··· INFORMATION SHOWN
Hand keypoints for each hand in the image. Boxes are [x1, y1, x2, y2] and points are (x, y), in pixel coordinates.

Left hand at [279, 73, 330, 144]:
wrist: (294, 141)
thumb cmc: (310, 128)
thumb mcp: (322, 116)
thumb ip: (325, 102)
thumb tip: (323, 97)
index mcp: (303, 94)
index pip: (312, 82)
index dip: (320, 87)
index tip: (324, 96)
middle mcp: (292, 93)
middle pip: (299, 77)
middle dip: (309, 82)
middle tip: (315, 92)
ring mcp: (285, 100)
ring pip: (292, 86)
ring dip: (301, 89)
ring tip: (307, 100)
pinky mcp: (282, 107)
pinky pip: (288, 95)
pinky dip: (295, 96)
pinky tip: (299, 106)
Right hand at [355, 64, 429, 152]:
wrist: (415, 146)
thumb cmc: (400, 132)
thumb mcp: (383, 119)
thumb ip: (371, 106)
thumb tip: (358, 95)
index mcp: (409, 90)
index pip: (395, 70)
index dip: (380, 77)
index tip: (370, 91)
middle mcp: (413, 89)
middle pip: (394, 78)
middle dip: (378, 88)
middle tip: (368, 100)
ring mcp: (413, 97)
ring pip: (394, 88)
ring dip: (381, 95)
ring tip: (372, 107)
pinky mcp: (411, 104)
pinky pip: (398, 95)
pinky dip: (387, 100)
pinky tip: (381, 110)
······
··· INFORMATION SHOWN
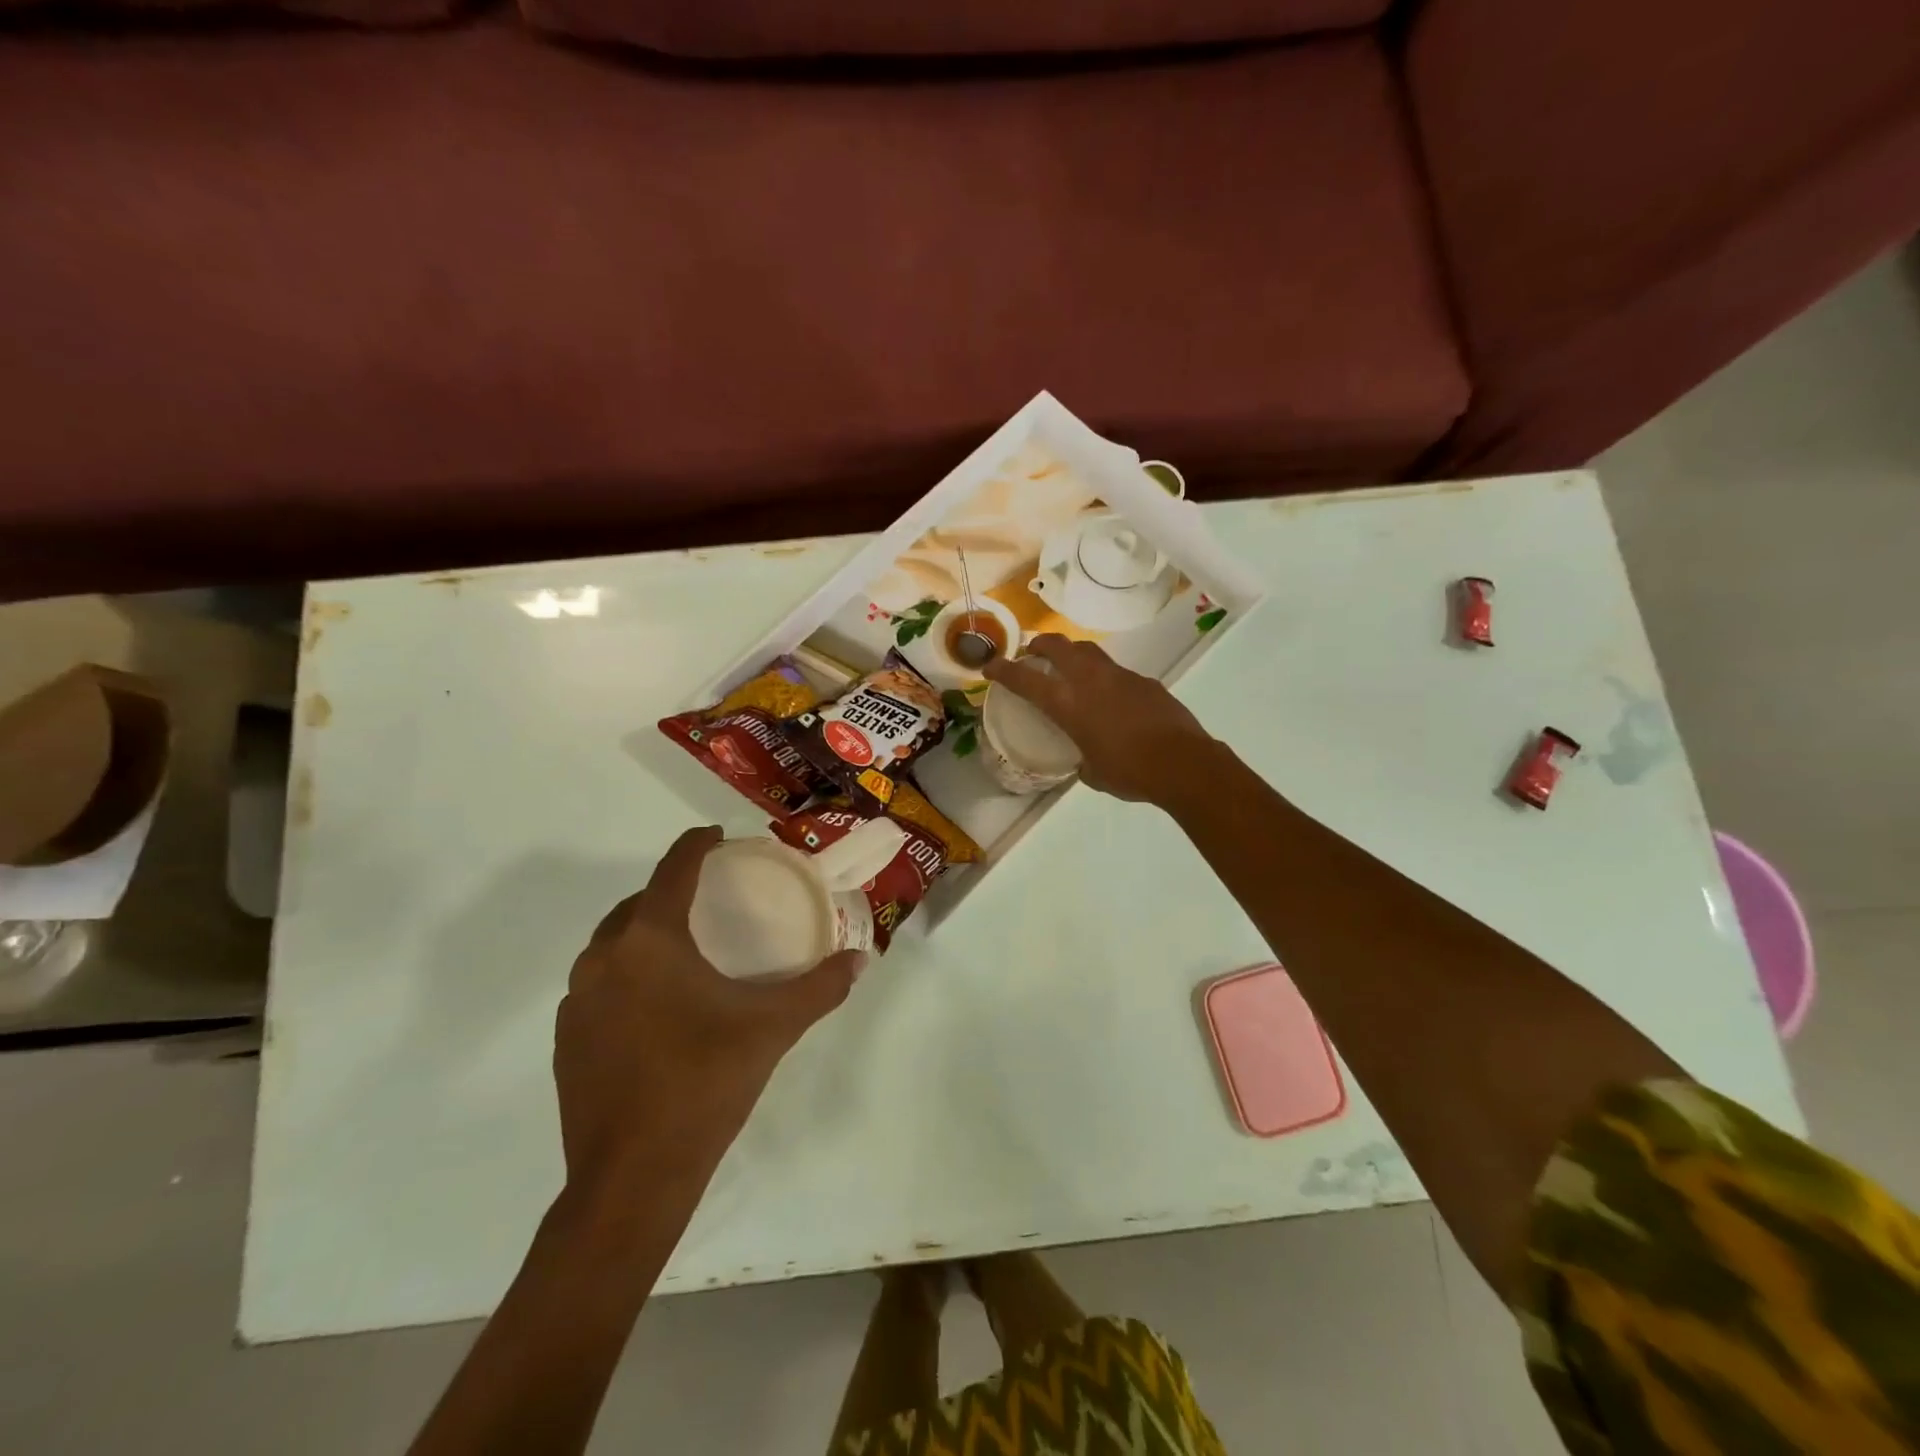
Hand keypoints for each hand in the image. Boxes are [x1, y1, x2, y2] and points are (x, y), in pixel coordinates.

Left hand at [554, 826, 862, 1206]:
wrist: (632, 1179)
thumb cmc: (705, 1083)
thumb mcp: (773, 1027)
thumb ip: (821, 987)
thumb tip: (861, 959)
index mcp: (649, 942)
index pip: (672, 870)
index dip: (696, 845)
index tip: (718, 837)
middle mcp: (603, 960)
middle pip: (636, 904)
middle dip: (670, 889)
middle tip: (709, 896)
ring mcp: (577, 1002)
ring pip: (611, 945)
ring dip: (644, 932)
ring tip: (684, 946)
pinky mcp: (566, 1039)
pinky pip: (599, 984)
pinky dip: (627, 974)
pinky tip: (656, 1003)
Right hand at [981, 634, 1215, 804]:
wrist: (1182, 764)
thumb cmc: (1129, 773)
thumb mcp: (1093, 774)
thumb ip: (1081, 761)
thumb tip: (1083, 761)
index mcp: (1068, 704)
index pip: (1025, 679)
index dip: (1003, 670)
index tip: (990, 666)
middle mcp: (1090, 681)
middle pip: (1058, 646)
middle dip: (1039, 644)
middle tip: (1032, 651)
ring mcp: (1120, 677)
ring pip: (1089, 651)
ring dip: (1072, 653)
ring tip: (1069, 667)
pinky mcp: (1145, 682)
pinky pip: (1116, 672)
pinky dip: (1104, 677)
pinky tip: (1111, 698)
······
Above are the records; repeat exactly the lines from the one holding "index pip: (672, 870)" down to the one holding "pinky dip: (1104, 677)", end lines included.

**TASK RESPONSE**
index pip: (672, 870)
index dip: (696, 845)
index tip: (718, 837)
middle mcp: (603, 960)
middle pip: (636, 904)
middle dip: (670, 889)
middle tip: (709, 896)
ring mcp: (577, 1002)
ring pip: (611, 945)
ring dip: (644, 932)
ring tip: (684, 946)
pinky mcp: (566, 1039)
pinky pip: (599, 984)
pinky dip: (627, 974)
pinky tip: (656, 1003)
Right hand at [981, 634, 1215, 804]:
wrist: (1182, 764)
thumb cmc: (1129, 773)
thumb mcp: (1093, 774)
thumb ip: (1081, 761)
thumb tip: (1083, 761)
index mcp: (1068, 704)
index pip: (1025, 679)
index dip: (1003, 670)
index tip: (990, 666)
middle mcp: (1090, 681)
middle pip: (1058, 646)
middle dip: (1039, 644)
middle tip: (1032, 651)
ring mcp: (1120, 677)
ring pip: (1089, 651)
ring dip: (1072, 653)
ring tip: (1069, 667)
pinky mcp: (1145, 682)
pinky pip: (1116, 672)
pinky dip: (1104, 677)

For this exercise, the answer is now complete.